WHAT TO PRODUCE
Select from the data all lines with the word "lists".

DATA SHOWN
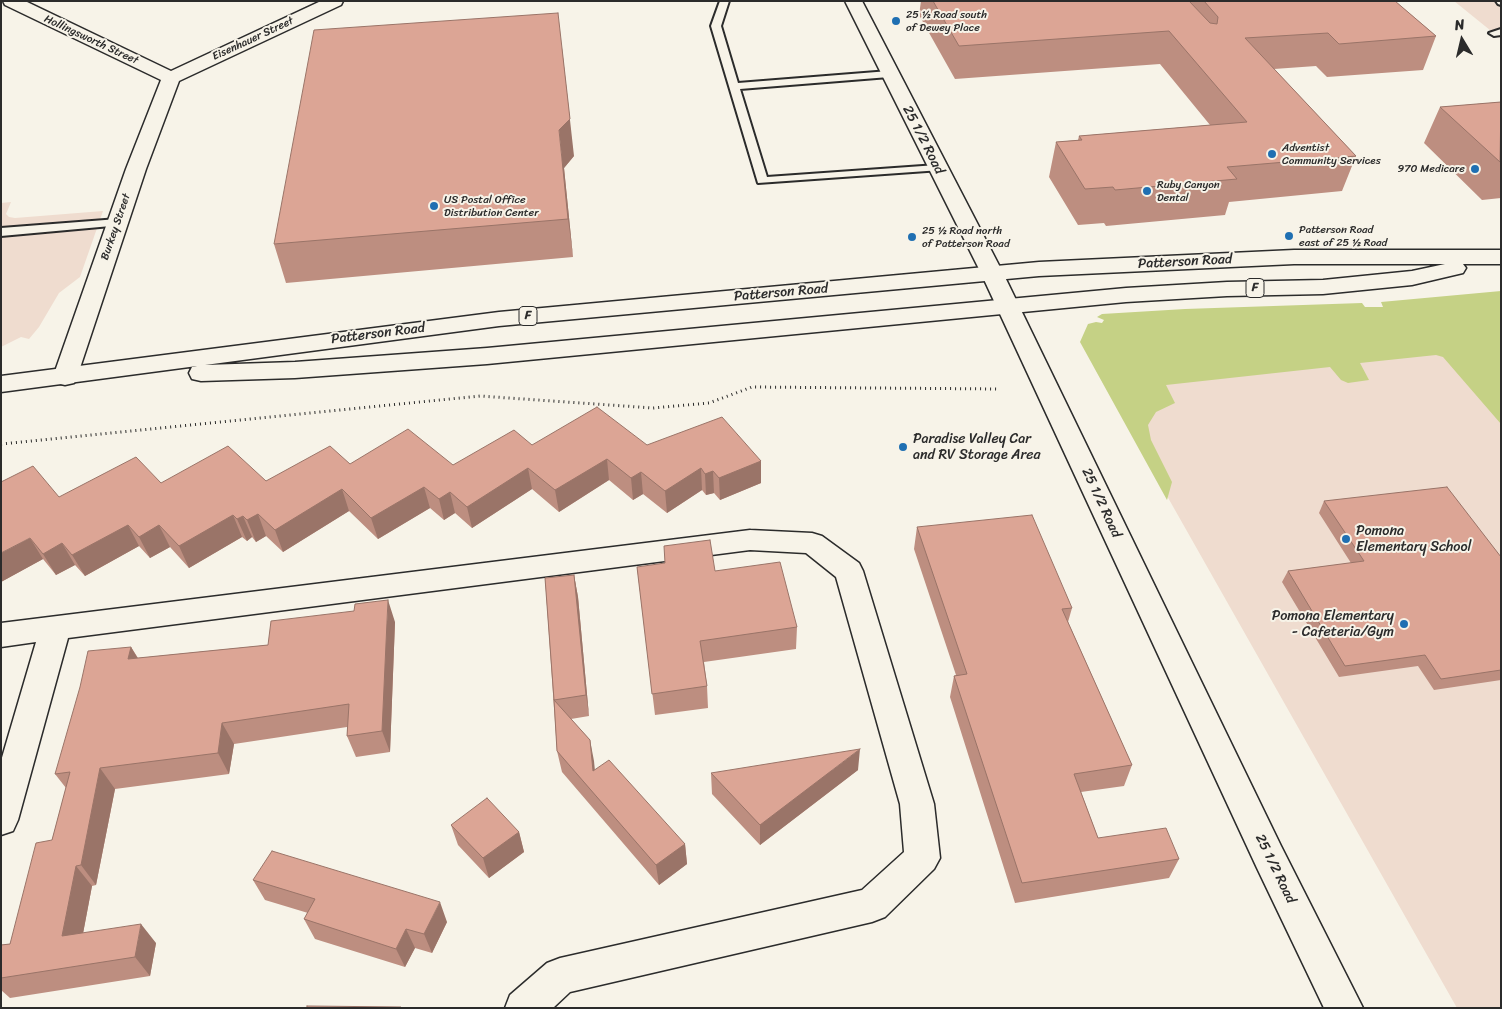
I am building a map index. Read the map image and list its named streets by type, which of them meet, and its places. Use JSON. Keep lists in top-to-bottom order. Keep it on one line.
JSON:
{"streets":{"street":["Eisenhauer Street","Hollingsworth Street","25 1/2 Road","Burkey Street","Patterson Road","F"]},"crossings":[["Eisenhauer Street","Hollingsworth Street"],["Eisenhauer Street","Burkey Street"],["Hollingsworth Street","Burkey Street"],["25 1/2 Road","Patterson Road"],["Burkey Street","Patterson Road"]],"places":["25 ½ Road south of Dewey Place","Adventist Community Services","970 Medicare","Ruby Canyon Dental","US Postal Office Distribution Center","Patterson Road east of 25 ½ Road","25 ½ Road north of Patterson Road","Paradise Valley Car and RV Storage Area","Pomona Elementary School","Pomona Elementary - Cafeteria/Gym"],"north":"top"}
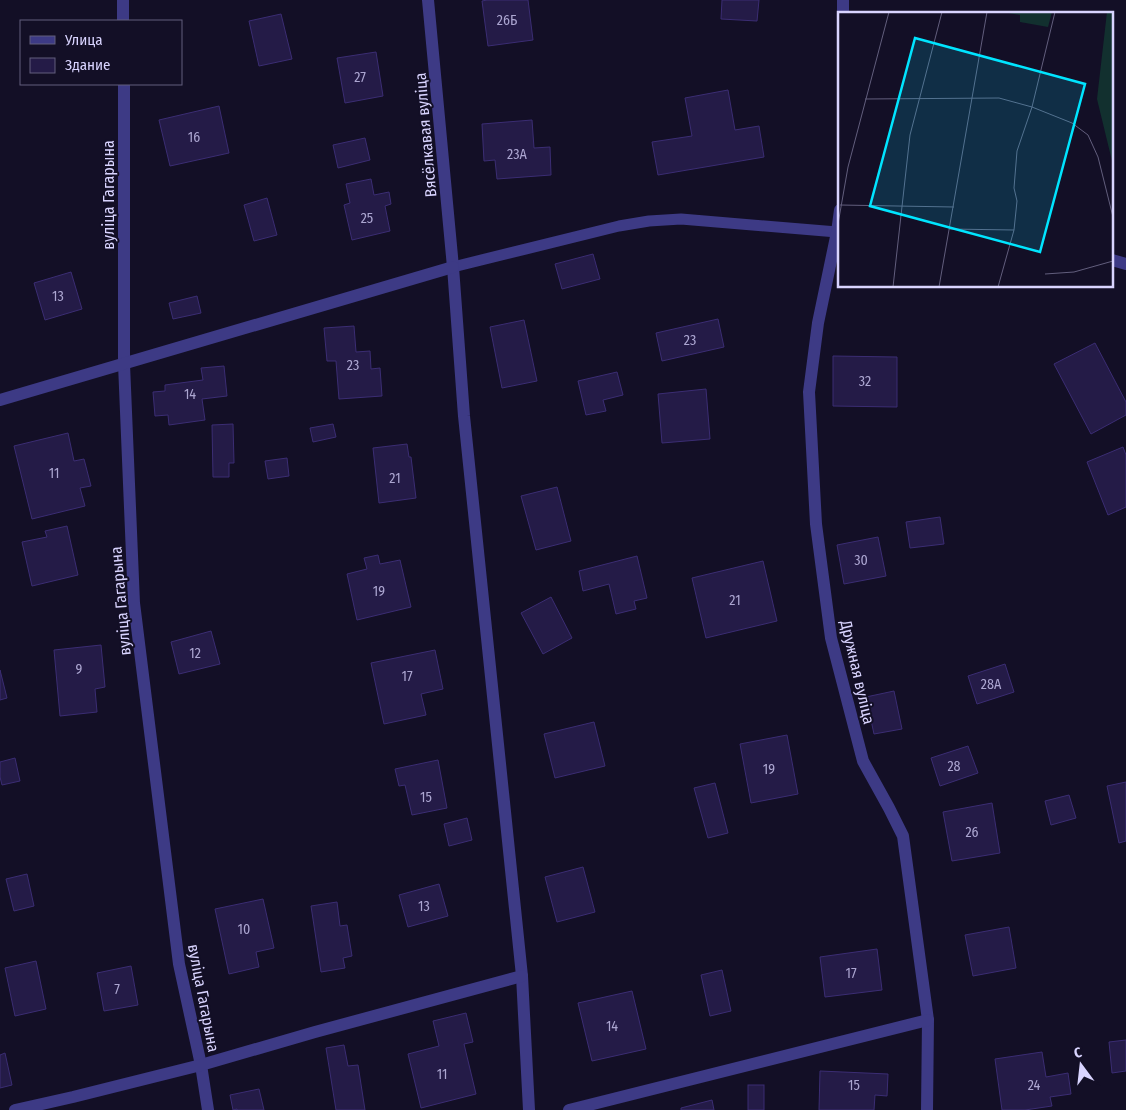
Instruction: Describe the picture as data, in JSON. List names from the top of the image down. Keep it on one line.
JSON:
==
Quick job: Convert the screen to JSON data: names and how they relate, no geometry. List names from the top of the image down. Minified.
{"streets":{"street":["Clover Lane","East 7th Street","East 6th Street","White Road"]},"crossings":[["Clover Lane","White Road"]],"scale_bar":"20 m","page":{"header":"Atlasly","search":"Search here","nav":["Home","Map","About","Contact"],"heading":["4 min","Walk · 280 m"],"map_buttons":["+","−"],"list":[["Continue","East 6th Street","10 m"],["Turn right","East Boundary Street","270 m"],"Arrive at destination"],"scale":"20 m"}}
--
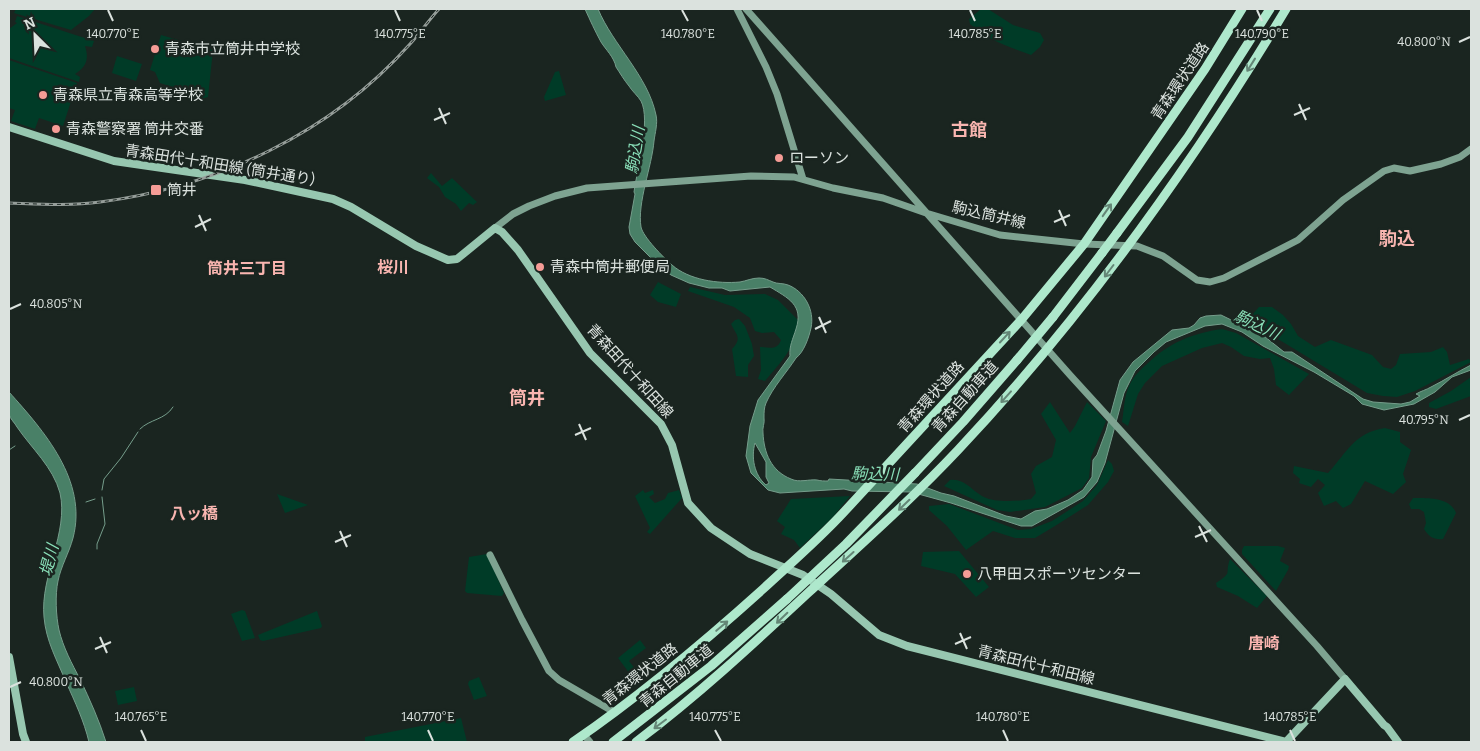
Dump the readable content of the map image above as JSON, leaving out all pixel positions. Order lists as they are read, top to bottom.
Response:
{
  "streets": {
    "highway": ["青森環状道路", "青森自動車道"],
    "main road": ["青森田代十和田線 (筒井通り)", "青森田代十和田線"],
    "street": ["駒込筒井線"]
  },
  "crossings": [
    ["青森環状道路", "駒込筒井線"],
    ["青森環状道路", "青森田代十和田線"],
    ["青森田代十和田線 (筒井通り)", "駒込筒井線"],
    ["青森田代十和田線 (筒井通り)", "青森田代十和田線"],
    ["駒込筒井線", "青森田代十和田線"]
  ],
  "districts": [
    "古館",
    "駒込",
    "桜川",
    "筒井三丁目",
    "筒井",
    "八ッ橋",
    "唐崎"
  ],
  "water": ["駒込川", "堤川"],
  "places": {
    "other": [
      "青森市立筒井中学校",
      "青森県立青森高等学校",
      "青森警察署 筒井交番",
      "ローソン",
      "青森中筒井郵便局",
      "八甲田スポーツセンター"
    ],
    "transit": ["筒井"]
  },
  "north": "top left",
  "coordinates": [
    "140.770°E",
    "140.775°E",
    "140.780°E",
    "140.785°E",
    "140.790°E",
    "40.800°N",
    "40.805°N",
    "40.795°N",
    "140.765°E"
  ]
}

RESPONSE TO THIS TASK
I am building a map index. Read the map image and list its named streets by type, which of them meet, and its places. Use JSON. Keep lists in top-to-bottom order. Keep it on one line.
Dump the readable content of the map image above as JSON, leaving out all pixel positions. Order lists as they are read, top to bottom.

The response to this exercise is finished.